• _What to produce_:
Please look for the string "task" below and report every line in which it occurs.

Data records below:

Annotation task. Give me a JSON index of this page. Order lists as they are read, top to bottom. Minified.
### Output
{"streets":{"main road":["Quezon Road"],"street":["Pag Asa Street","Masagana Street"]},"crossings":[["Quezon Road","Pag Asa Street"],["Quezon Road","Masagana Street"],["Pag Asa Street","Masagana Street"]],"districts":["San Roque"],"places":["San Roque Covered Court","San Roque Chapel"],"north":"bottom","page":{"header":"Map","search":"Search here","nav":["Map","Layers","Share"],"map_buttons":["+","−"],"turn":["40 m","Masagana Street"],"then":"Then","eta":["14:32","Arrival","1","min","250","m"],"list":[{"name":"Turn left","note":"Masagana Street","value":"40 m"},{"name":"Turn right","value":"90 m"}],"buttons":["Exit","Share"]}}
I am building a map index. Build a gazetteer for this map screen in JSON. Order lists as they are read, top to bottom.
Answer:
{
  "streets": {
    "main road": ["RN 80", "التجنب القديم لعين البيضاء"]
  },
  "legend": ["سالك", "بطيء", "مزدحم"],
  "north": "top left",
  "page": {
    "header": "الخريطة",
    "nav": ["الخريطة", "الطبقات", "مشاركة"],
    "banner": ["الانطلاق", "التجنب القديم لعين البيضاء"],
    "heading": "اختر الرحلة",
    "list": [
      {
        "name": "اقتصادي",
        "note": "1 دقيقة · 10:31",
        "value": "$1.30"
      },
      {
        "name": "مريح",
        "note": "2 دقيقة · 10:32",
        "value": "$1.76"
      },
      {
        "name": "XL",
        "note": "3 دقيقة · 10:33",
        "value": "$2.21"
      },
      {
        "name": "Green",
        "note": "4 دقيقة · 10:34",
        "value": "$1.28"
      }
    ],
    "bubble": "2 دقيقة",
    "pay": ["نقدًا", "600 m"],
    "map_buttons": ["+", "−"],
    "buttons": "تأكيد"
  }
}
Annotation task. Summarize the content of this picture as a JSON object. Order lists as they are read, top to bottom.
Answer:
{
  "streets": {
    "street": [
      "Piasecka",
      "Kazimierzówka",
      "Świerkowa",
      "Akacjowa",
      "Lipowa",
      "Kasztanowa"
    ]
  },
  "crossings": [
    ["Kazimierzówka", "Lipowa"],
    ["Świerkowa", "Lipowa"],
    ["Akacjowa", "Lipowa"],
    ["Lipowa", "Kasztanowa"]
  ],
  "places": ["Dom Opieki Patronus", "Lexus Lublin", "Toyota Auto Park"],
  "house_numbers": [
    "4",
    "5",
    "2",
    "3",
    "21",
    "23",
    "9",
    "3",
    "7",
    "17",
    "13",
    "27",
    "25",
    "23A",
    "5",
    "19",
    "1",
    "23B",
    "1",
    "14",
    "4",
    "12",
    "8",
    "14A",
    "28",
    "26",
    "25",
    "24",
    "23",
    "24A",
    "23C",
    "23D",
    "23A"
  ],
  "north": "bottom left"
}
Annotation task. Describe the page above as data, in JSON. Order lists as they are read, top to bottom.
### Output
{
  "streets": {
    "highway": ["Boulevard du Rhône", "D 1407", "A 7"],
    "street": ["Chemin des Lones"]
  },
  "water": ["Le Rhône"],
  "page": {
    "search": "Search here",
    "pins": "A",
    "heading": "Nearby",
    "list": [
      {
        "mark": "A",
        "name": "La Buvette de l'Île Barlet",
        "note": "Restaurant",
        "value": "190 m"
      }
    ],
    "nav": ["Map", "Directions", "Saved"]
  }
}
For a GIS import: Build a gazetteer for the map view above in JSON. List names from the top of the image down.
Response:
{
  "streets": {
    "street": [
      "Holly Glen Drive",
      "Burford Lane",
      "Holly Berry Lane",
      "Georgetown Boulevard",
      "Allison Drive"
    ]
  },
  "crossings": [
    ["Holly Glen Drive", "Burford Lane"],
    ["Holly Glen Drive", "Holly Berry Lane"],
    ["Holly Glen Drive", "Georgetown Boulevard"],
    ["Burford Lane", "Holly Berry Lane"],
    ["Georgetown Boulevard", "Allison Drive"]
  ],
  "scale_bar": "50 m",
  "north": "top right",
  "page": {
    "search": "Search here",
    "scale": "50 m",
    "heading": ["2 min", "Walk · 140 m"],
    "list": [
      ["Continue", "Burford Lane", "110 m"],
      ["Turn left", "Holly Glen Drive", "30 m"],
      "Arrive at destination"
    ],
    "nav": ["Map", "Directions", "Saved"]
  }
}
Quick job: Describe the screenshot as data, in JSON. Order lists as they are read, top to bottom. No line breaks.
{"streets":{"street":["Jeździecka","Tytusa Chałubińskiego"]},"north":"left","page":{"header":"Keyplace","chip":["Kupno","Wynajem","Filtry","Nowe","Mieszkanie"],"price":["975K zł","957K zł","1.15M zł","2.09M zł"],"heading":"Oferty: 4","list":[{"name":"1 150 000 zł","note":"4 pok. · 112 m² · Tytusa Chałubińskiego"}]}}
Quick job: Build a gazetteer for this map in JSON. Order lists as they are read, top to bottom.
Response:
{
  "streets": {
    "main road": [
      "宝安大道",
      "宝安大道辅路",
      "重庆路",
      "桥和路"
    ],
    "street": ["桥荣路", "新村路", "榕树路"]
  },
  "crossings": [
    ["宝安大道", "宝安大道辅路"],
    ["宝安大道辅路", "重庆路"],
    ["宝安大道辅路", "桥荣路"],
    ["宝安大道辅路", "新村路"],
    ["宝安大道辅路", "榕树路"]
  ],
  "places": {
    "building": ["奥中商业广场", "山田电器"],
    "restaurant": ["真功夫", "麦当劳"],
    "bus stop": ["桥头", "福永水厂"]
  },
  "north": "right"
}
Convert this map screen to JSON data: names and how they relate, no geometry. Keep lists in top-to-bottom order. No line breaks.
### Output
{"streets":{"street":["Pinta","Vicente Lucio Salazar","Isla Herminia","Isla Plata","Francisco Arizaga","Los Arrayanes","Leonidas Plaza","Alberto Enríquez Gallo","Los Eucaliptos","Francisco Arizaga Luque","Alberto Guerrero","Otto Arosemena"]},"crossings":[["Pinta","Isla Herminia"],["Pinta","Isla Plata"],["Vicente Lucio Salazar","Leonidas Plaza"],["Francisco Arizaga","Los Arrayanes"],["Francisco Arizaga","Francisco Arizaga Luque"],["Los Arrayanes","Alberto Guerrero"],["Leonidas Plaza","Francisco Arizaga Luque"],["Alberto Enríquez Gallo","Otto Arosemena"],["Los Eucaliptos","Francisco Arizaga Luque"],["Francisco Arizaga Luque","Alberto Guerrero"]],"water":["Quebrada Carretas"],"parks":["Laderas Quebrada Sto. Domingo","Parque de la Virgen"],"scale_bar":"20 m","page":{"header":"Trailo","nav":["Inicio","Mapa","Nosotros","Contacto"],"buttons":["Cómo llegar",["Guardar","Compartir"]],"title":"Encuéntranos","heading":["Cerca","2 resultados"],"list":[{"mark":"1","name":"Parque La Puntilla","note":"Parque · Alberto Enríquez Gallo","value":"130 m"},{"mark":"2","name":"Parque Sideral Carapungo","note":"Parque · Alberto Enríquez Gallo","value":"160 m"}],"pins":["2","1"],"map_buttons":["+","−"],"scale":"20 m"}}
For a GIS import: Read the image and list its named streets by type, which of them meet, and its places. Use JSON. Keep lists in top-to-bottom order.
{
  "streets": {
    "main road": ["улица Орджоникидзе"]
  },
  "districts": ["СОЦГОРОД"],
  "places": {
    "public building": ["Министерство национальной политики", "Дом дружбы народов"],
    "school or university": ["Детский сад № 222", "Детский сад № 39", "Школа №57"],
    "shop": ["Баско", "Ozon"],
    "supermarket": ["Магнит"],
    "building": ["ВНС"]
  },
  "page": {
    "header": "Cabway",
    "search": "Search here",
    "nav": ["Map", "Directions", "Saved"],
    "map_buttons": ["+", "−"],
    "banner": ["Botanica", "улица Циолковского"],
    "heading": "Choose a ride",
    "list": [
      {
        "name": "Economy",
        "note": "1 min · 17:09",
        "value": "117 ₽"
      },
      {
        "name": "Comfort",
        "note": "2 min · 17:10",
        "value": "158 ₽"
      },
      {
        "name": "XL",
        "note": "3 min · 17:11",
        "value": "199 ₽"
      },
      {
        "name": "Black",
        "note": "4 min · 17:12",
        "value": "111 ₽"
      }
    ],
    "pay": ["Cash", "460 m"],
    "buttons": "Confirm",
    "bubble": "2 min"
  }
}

End of Data records.

• _Worked solution_:
Annotation task. Give me a JSON index of this page. Order lists as they are read, top to bottom. Minified.
Annotation task. Summarize the content of this picture as a JSON object. Order lists as they are read, top to bottom.
Annotation task. Describe the page above as data, in JSON. Order lists as they are read, top to bottom.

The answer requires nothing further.